Wednesday, June 25, 2014

POST NUMBER ONE THOUSAND





After saving up this One Thousandth Post to say something, to reminisce, to go straight back to my Southern roots and tell a long-ago story, or to simply share a bit about our day-to-days, today there’s something that’s beyond price to talk about.

 

 A great part of the state spent yesterday in a tense thunder of wailing sirens, dire predictions, frowning skies and looming clouds, tornado touchdowns, wind and rain and tumbles of shingles, lawn furniture, whole rooftops flown away, with siding and gutters eerily speared clear through walls of adjoining houses.   One huge motor-home was lifted and thrown like a Lego onto and through roof and side of a neighbor’s home.

 

I woke Caro at two, sorry to disturb her rest before work, and she came down into the basement, where we watched angry red-and-green blotches cover the map like scourging flames, rolling along a swath that started at the state line, covering the city, angling along in a beeline of destruction, and continuing for hours.
 

Pale, bewildered, unable-to-take-it-in faces emerged and stood amongst strewn debris in their yards amongst downed trees and crushed cars and fences, confronted by raindrop-dotted lenses, asked endless how-do-you-feels by brisk reporters in bright vinyl coats.
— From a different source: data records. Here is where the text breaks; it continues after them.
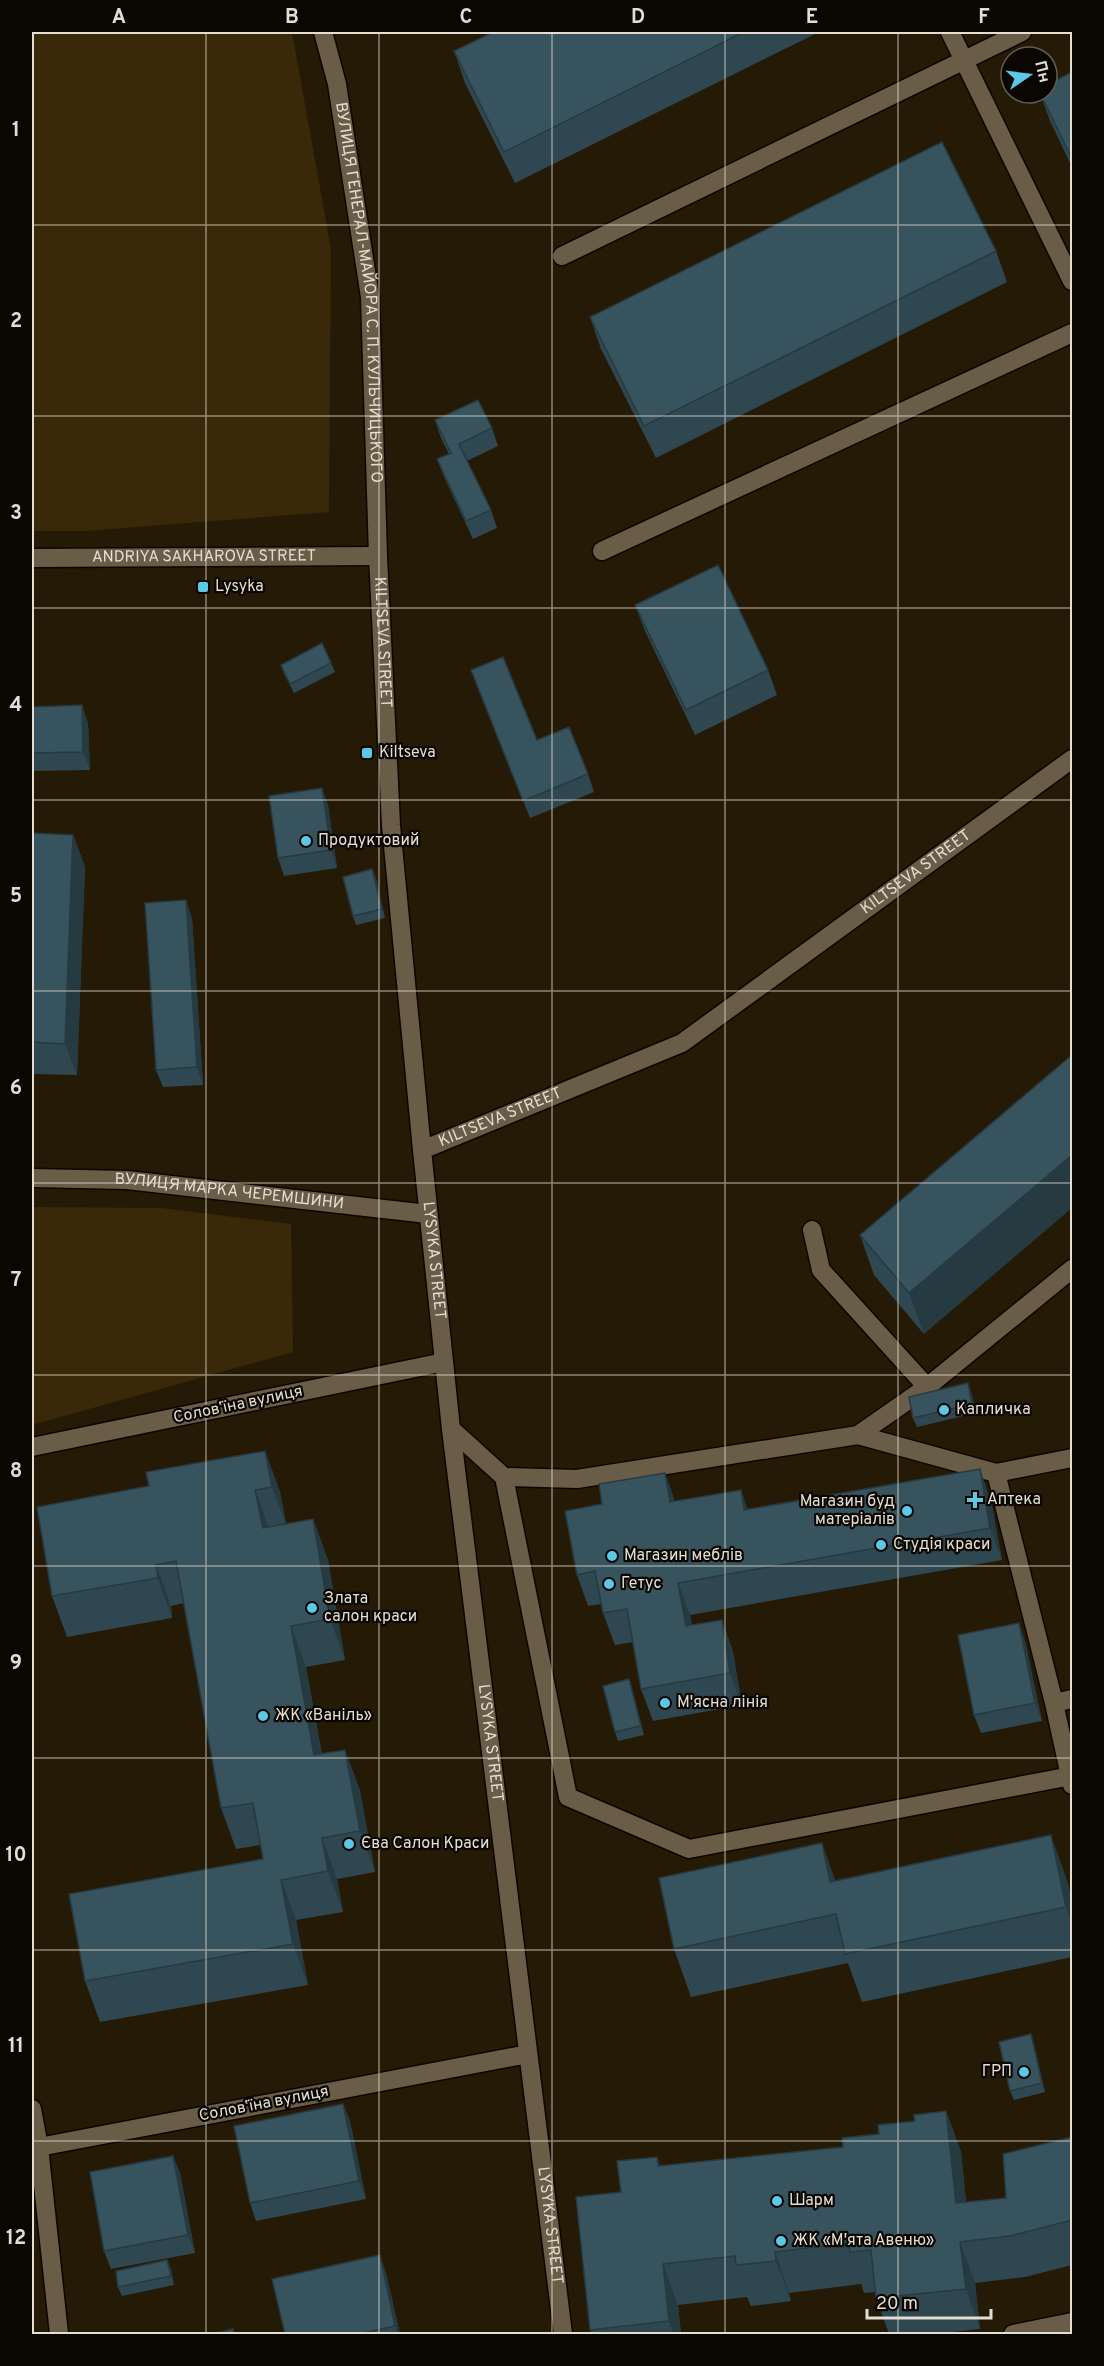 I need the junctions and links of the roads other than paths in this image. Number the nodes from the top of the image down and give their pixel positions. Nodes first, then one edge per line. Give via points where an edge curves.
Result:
1 (323, 32) edge
2 (950, 32) edge
3 (1022, 32) edge
4 (964, 60) junction
5 (562, 256) dead end
6 (1072, 281) edge
7 (1072, 333) edge
8 (602, 551) dead end
9 (378, 556) junction
10 (32, 558) edge
11 (1072, 759) edge
12 (422, 1150) junction
13 (32, 1178) edge
14 (428, 1214) junction
15 (812, 1230) dead end
16 (1072, 1269) edge
17 (444, 1362) junction
18 (927, 1387) junction
19 (451, 1429) junction
20 (858, 1435) junction
21 (32, 1447) edge
22 (1072, 1458) edge
23 (996, 1473) junction
24 (504, 1477) junction
25 (1064, 1701) edge
26 (1072, 1781) edge
27 (528, 2054) junction
28 (32, 2109) edge
29 (39, 2147) junction
30 (1072, 2322) edge
31 (59, 2334) edge
32 (563, 2334) edge
33 (1013, 2334) edge

1 - 9 street, ВУЛИЦЯ ГЕНЕРАЛ-МАЙОРА С. П. КУЛЬЧИЦЬКОГО via 337,84 370,297
2 - 4 street
3 - 4 street
4 - 5 street
4 - 6 street
7 - 8 street
9 - 10 street, ANDRIYA SAKHAROVA STREET
9 - 12 street, KILTSEVA STREET via 391,825
11 - 12 street, KILTSEVA STREET via 682,1043
12 - 14 street, LYSYKA STREET
13 - 14 street, ВУЛИЦЯ МАРКА ЧЕРЕМШИНИ via 127,1180
14 - 17 street, LYSYKA STREET
15 - 18 street via 821,1270
16 - 18 street
17 - 19 street, LYSYKA STREET
17 - 21 street, Соловʼїна вулиця
18 - 20 street
19 - 24 street
19 - 27 street, LYSYKA STREET
20 - 23 street
20 - 24 street via 577,1479
22 - 23 street
23 - 25 street
24 - 26 street via 568,1797 690,1849
25 - 26 street
27 - 29 street, Соловʼїна вулиця
27 - 32 street, LYSYKA STREET
28 - 29 street
29 - 31 street
30 - 33 street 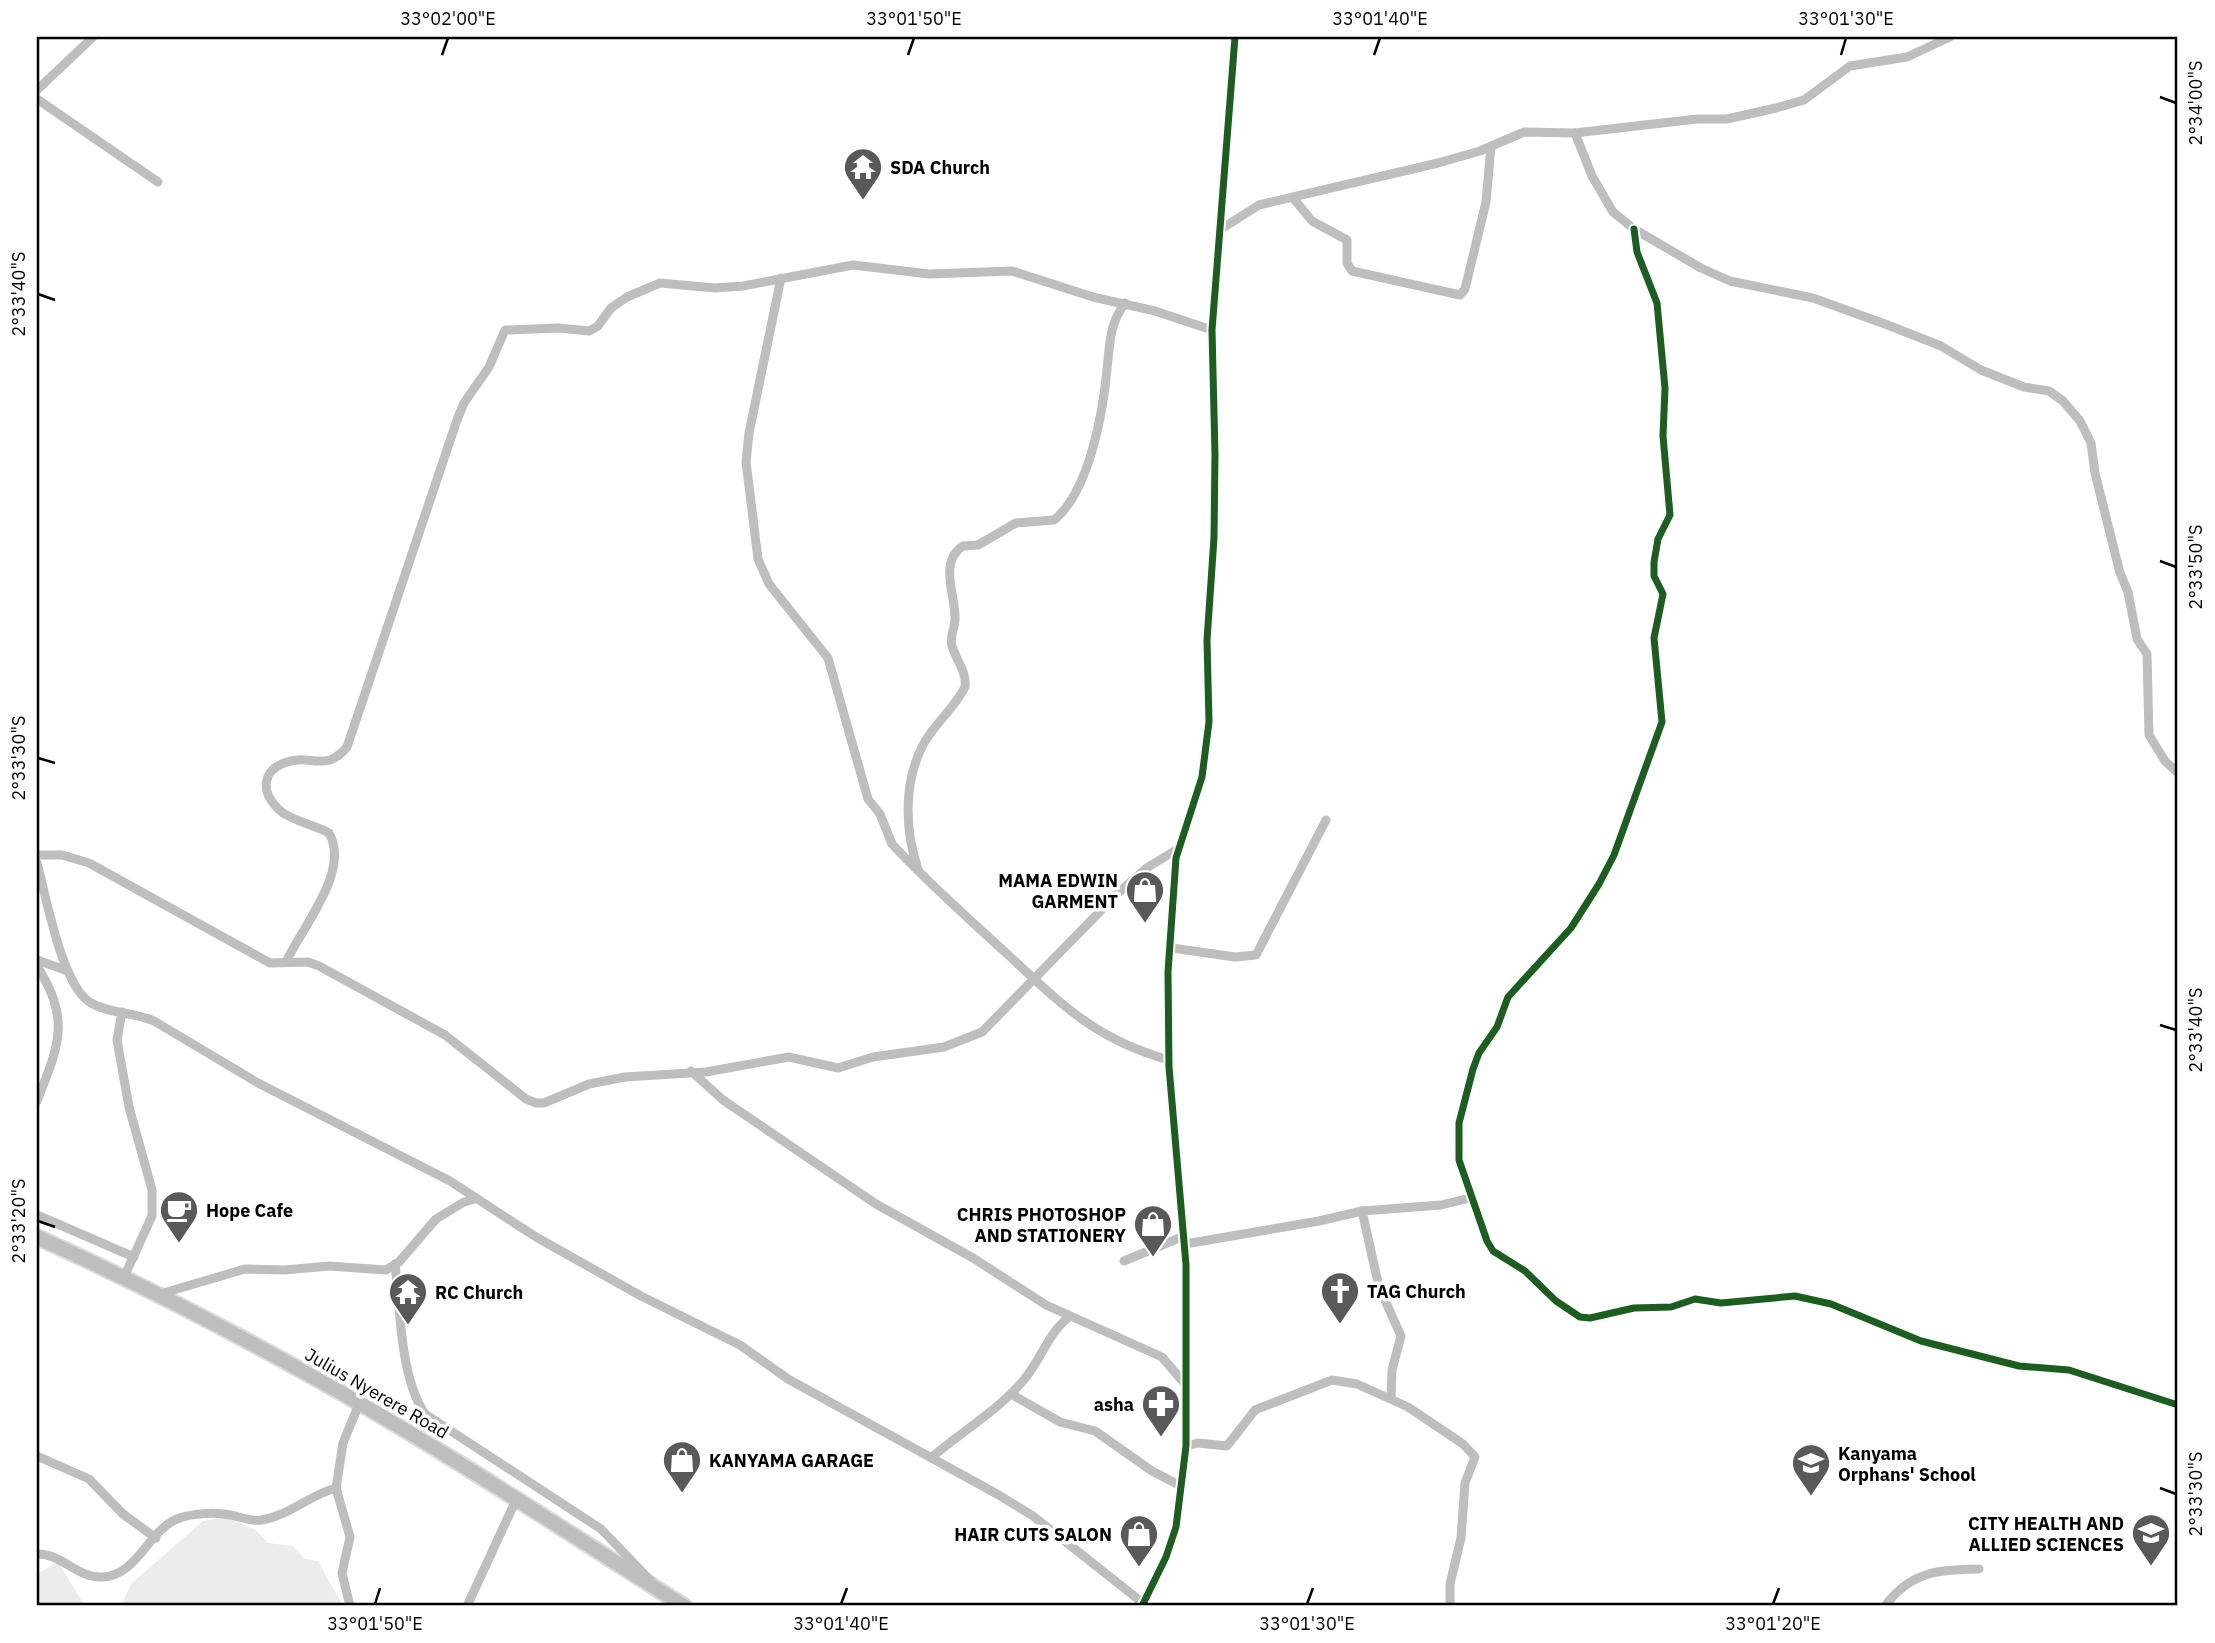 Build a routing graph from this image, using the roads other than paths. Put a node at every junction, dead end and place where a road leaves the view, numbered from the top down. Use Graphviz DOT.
graph roads {
  1 [pos="93,37"];
  2 [pos="1235,37"];
  3 [pos="1950,37"];
  4 [pos="37,89"];
  5 [pos="37,99"];
  6 [pos="1574,133"];
  7 [pos="1491,146"];
  8 [pos="158,182"];
  9 [pos="1294,199"];
  10 [pos="1221,229"];
  11 [pos="1634,229"];
  12 [pos="781,278"];
  13 [pos="1125,303"];
  14 [pos="1212,330"];
  15 [pos="2178,773"];
  16 [pos="1326,820"];
  17 [pos="1178,849"];
  18 [pos="37,855"];
  19 [pos="37,863"];
  20 [pos="919,871"];
  21 [pos="1172,948"];
  22 [pos="37,960"];
  23 [pos="286,962"];
  24 [pos="37,966"];
  25 [pos="65,970"];
  26 [pos="1033,982"];
  27 [pos="122,1012"];
  28 [pos="1169,1060"];
  29 [pos="691,1071"];
  30 [pos="37,1101"];
  31 [pos="1470,1198"];
  32 [pos="475,1199"];
  33 [pos="1362,1211"];
  34 [pos="37,1215"];
  35 [pos="37,1237"];
  36 [pos="1185,1240"];
  37 [pos="134,1257"];
  38 [pos="1124,1261"];
  39 [pos="396,1264"];
  40 [pos="124,1277"];
  41 [pos="160,1294"];
  42 [pos="1069,1317"];
  43 [pos="1185,1384"];
  44 [pos="1011,1394"];
  45 [pos="1391,1398"];
  46 [pos="359,1404"];
  47 [pos="2178,1405"];
  48 [pos="1186,1446"];
  49 [pos="37,1456"];
  50 [pos="931,1458"];
  51 [pos="1181,1486"];
  52 [pos="336,1488"];
  53 [pos="516,1500"];
  54 [pos="156,1538"];
  55 [pos="37,1553"];
  56 [pos="1979,1569"];
  57 [pos="661,1592"];
  58 [pos="1142,1605"];
  59 [pos="350,1606"];
  60 [pos="467,1606"];
  61 [pos="684,1606"];
  62 [pos="1450,1606"];
  63 [pos="1885,1606"];
  1 -- 4 [label="street"];
  2 -- 10 [label="street"];
  3 -- 6 [label="street"];
  5 -- 8 [label="street"];
  6 -- 7 [label="street"];
  6 -- 11 [label="street"];
  7 -- 9 [label="street"];
  7 -- 9 [label="street"];
  9 -- 10 [label="street"];
  10 -- 14 [label="street"];
  11 -- 15 [label="street"];
  11 -- 31 [label="street"];
  12 -- 13 [label="street"];
  12 -- 20 [label="street"];
  12 -- 23 [label="street"];
  13 -- 14 [label="street"];
  13 -- 20 [label="street"];
  14 -- 17 [label="street"];
  16 -- 21 [label="street"];
  17 -- 21 [label="street"];
  17 -- 26 [label="street"];
  18 -- 23 [label="street"];
  19 -- 25 [label="street"];
  20 -- 26 [label="street"];
  21 -- 28 [label="street"];
  22 -- 25 [label="street"];
  23 -- 29 [label="street"];
  24 -- 30 [label="street"];
  25 -- 27 [label="street"];
  26 -- 28 [label="street"];
  26 -- 29 [label="street"];
  27 -- 32 [label="street"];
  27 -- 37 [label="street"];
  28 -- 36 [label="street"];
  29 -- 42 [label="street"];
  31 -- 33 [label="street"];
  31 -- 47 [label="street"];
  32 -- 39 [label="street"];
  32 -- 50 [label="street"];
  33 -- 36 [label="street"];
  33 -- 45 [label="street"];
  34 -- 37 [label="street"];
  35 -- 40 [label="highway, Julius Nyerere Road"];
  36 -- 38 [label="street"];
  36 -- 43 [label="street"];
  37 -- 40 [label="street"];
  39 -- 41 [label="street"];
  39 -- 57 [label="street"];
  40 -- 41 [label="highway, Julius Nyerere Road"];
  41 -- 46 [label="highway, Julius Nyerere Road"];
  42 -- 43 [label="street"];
  42 -- 44 [label="street"];
  43 -- 48 [label="street"];
  44 -- 50 [label="street"];
  44 -- 51 [label="street"];
  45 -- 48 [label="street"];
  45 -- 62 [label="street"];
  46 -- 52 [label="street"];
  46 -- 53 [label="highway, Julius Nyerere Road"];
  48 -- 51 [label="street"];
  49 -- 54 [label="street"];
  50 -- 58 [label="street"];
  51 -- 58 [label="street"];
  52 -- 54 [label="street"];
  52 -- 59 [label="street"];
  53 -- 57 [label="highway, Julius Nyerere Road"];
  53 -- 60 [label="street"];
  54 -- 55 [label="street"];
  56 -- 63 [label="street"];
  57 -- 61 [label="highway, Julius Nyerere Road"];
}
 As the danger moved through, almost by magic, great hordes of strong young people appeared with tarps, hammers, lumber to plug and cover roofs and rooms, pounding in nails before the siren echoes died away.
 
And every voice said, “Thankful.”

 

And so say we all, for in all that great mass of fear and flying objects and homes in the path, there was not one single injury.

A story worth a thousand posts, if ever there was. 

 

 

 

 

 

 

9 comments:

  1. Storms are later this year due to the late spring. After a storm once, I looked around and said who's going to clean all this up? Hope you didn't get any damage. Thousand posts times tens of thousands of words; unbelievable. I have nearly 500 posts, and sometimes, I think, I've said it all. Congrats.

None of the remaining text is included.